On criticizing Vedanta/Upanishads
#1
Context: http://nirmukta.com/2012/02/16/deconstru...worldview/

In arguing with Vedantic spiritualists, the main point to note, borrowing from Ranganath's article, is this, "[S]keptics are not dismissing the theories of the Vedanta. They are trying to question the claims of this school of ‘philosophic’ thought that their version of ‘truth’ or conception of the nature of reality is the real deal."

The real problem with the spiritualists of today is that they take the Upanishads too seriously- as a world view, and worse, as a guide to living. This adherence to Upanishads, in my opinion, and the unwillingness to look at it from a critical perspective is the *principal problem*.

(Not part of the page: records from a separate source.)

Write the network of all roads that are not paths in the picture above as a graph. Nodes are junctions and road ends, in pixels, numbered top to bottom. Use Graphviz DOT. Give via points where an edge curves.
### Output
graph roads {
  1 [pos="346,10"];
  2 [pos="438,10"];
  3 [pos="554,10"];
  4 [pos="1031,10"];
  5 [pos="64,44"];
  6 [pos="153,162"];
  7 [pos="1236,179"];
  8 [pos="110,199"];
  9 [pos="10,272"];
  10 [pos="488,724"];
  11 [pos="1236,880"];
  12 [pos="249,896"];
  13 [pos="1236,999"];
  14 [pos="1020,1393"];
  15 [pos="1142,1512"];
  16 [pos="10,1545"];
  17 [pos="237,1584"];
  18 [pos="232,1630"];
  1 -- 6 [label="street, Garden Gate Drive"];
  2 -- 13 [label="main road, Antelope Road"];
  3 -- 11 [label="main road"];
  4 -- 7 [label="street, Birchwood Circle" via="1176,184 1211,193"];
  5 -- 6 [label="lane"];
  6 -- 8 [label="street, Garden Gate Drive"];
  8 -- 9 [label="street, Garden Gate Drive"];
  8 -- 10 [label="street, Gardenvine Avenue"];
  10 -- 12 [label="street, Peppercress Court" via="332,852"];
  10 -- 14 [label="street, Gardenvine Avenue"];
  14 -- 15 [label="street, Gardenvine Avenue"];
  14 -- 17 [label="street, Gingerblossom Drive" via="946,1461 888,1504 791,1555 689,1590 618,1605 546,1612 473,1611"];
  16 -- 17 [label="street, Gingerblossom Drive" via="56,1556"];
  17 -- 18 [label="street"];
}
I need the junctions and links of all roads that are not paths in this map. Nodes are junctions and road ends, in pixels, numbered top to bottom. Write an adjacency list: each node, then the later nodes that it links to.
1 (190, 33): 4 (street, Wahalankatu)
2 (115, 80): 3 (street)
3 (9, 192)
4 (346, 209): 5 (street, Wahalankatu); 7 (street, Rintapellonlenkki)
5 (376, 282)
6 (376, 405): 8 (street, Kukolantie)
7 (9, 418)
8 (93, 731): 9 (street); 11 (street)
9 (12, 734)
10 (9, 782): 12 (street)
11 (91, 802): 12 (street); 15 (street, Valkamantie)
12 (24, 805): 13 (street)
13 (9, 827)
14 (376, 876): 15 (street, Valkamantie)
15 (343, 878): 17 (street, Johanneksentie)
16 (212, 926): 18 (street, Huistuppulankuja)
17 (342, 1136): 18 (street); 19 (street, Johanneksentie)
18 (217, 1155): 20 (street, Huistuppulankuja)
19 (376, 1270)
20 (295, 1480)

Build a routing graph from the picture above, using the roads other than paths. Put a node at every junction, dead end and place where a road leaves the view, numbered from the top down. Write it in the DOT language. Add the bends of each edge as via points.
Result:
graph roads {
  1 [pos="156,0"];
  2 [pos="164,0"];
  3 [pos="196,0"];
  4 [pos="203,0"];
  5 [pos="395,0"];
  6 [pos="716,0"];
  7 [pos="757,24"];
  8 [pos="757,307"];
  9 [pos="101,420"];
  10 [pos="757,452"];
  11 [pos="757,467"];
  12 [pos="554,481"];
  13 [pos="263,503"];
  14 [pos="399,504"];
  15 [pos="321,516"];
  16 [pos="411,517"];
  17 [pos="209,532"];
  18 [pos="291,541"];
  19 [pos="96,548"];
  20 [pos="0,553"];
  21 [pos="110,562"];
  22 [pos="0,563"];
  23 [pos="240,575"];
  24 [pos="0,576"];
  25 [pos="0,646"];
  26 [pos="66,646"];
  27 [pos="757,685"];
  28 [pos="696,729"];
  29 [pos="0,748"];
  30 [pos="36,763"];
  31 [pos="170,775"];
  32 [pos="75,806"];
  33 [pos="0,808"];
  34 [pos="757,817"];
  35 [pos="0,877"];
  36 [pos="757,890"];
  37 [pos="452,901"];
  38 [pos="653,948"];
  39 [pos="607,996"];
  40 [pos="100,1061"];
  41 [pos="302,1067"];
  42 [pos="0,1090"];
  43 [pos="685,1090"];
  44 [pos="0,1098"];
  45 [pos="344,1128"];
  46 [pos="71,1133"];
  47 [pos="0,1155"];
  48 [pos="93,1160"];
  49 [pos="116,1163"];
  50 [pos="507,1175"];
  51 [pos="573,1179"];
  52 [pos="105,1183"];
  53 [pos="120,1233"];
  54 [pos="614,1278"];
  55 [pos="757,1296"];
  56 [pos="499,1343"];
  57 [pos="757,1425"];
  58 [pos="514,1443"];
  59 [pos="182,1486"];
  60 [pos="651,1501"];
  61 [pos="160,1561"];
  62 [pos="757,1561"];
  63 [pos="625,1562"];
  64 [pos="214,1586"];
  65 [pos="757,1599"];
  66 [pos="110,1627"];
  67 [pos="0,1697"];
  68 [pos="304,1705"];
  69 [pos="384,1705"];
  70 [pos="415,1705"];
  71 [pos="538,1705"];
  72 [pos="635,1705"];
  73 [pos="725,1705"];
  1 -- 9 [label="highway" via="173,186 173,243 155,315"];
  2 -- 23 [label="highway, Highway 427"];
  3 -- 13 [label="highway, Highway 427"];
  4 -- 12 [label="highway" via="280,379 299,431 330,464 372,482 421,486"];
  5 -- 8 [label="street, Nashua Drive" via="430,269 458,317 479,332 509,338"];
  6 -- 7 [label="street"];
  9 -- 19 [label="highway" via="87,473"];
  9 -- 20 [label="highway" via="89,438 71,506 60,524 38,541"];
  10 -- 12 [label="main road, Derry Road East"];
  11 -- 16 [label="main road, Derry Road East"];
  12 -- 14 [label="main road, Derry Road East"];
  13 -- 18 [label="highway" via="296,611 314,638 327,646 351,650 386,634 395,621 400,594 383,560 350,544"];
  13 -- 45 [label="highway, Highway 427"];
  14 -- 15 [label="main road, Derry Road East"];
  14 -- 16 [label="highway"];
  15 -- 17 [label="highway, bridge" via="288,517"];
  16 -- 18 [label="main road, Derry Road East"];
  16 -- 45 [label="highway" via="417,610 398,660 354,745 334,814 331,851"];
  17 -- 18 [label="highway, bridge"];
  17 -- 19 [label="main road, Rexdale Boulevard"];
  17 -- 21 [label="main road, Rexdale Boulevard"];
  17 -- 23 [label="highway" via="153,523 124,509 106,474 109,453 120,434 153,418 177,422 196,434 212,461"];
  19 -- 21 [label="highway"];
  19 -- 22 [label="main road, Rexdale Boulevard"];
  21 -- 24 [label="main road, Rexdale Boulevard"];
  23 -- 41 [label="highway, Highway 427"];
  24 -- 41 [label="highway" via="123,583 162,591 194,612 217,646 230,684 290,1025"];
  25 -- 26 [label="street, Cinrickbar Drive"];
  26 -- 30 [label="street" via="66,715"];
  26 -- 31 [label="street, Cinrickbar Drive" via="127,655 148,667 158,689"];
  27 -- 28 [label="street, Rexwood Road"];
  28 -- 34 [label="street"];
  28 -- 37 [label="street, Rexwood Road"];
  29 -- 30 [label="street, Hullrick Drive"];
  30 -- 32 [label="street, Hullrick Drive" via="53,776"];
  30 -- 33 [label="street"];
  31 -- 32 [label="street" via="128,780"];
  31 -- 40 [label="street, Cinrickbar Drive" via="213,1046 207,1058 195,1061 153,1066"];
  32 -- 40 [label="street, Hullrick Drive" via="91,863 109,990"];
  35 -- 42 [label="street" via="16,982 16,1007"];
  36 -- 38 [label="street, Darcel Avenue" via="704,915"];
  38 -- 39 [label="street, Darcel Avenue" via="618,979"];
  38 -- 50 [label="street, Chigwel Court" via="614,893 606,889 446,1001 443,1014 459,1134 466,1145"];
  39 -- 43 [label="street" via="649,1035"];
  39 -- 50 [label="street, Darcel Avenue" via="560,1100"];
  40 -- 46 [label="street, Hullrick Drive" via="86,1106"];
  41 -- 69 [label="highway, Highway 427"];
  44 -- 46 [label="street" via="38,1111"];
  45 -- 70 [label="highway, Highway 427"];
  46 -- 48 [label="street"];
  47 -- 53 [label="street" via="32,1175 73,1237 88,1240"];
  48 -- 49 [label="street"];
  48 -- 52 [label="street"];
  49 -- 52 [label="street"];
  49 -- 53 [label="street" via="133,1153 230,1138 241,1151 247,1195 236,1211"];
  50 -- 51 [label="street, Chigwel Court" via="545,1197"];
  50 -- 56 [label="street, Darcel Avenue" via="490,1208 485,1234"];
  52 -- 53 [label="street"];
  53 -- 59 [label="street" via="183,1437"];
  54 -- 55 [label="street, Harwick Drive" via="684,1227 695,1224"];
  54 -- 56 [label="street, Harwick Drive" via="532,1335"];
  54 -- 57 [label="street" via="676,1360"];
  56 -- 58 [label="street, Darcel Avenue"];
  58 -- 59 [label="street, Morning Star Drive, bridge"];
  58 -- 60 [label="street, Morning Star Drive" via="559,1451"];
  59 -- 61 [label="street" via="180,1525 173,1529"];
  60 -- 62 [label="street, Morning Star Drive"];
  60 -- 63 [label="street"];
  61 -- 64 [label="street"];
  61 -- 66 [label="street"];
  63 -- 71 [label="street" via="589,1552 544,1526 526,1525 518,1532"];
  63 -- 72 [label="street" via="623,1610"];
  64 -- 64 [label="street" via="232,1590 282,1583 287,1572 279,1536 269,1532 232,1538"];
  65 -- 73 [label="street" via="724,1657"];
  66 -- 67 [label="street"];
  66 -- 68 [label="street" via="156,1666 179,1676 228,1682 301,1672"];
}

Objectively speaking, Hardayal's suggestion to 'only read western philosophers such as Aristotle, Marx, etc.' is not a sound recommendation. If we seek to address the 'principal problem' that I've defined above, we should avoid citing opinions such as Hardayal's. Aristotle, Marx, etc. are quite irrelevant today, from a skeptical and critical perspective. We really should only look to study their philosophies as data points in the history of human thought.

Aristotle, Marx, Nietzsche, and Burke have all been the subjects of similar 'principal problems'. The church's retrograde views about science were steeped in a belief in Aristotle. The failure of communism is an indictment of the dogmas of Marx. Nietzsche had his turn in inspiring Nazism. Edmund Burke's views continue to be one of the main inspirations for the dogmas of political conservatism in the US and UK.

Vedantic literature is clearly among the sole sources (along with the writings of the Buddha, Mahavira, Carvaka, and the subsequent commentaries) of the history of India thought, just as Greek philosophers are of western thought. Consequently, Vedanta often becomes an issue of identity. Pre-independence nationalists who are presumably, the targets of criticism of Ambedkar and Hardayal, used Vedantic pride to consolidate the Hindu identity.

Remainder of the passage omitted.